Spencer Jordan, Chair of the English-language Judging Panel said: “Without a doubt this has been the hardest Wales Book of the Year to adjudicate. The quality of the writing has been astounding. Submissions have come from some of the biggest names in fiction. But we’ve also had the best of the ‘new’ writers. Actually arriving at just three authors in each category has been a monumental task. But, with a lot of discussion, and reading, we’ve done it.

Looking at the nine short-listed books, what emerges is the breadth of the work. Wales Book of the Year should be about passion, ambition and talent, and the short-listed authors have it in bucket loads.”

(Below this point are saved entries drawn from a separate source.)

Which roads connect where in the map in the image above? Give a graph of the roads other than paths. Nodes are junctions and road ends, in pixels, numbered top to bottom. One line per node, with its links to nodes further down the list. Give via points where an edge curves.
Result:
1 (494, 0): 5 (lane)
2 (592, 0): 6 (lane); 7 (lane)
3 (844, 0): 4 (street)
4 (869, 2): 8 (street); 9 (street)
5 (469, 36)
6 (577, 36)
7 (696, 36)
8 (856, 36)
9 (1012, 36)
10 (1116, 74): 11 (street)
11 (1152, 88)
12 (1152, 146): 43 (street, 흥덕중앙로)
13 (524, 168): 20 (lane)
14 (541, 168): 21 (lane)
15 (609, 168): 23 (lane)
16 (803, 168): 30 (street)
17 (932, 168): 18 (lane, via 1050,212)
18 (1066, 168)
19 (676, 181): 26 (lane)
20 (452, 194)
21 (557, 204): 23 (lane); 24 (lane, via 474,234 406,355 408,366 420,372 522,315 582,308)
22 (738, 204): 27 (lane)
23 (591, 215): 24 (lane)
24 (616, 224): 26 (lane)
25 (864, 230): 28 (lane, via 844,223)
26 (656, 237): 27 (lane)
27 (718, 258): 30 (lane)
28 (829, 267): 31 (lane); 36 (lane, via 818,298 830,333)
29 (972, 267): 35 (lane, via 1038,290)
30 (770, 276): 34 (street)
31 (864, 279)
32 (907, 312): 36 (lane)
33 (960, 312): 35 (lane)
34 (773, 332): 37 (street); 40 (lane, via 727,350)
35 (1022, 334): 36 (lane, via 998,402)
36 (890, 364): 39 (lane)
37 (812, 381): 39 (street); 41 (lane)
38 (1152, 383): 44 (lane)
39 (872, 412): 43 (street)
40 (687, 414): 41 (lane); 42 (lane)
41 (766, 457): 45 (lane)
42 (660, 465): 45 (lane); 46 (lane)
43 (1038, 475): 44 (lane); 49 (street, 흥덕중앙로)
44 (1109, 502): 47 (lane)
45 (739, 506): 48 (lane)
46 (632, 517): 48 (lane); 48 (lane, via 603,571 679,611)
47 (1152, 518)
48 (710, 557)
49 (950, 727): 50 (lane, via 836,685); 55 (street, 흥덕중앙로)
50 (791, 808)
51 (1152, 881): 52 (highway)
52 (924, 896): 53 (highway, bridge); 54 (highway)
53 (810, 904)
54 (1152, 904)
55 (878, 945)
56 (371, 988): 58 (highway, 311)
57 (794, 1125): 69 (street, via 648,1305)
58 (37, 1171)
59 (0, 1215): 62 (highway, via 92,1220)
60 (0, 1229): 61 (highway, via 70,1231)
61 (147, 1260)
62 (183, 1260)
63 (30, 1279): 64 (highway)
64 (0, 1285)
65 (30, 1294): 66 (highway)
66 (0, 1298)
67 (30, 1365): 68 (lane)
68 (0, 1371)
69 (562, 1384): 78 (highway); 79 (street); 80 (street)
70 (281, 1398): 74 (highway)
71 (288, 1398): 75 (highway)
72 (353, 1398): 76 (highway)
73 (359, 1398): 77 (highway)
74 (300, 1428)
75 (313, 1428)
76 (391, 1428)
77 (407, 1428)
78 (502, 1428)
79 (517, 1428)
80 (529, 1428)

Lleucu Siencyn, Chief Executive of Literature Wales said: “The Wales Book of the Year 2012 Short List reflects the quality of the writing that is published here in Wales today; three categories and nine authors who deserve recognition for their work. This Award gives a voice to those who write diligently and quietly throughout the year so let’s celebrate their achievement and most importantly, read their words.”

The titles on the Welsh-language Short List are, in the Poetry category, Siarad Trwy’i Het (Cyhoeddiadau Barddas) by Karen Owen, Waliau’n Canu (Gwasg Carreg Gwalch) by Ifor ap Glyn, and Rhwng Gwibdaith a Coldplay by Gerwyn Wiliams. The three titles in the Fiction category are Neb Ond Ni (Gomer) by Manon Rhys, Y Storïwr by Jon Gower and Pantglas by Mihangel Morgan, and in the Creative Non-Fiction category the three titles were Kate: Cofiant Kate Roberts 1891 – 1985 (Y Lolfa) by Alan Llwyd, John Morris-Jones (Gwasg Prifysgol Cymru) by Allan James and Hen Enwau O Arfon, Llŷn ac Eifionydd (Gwasg y Bwthyn) by Glenda Carr.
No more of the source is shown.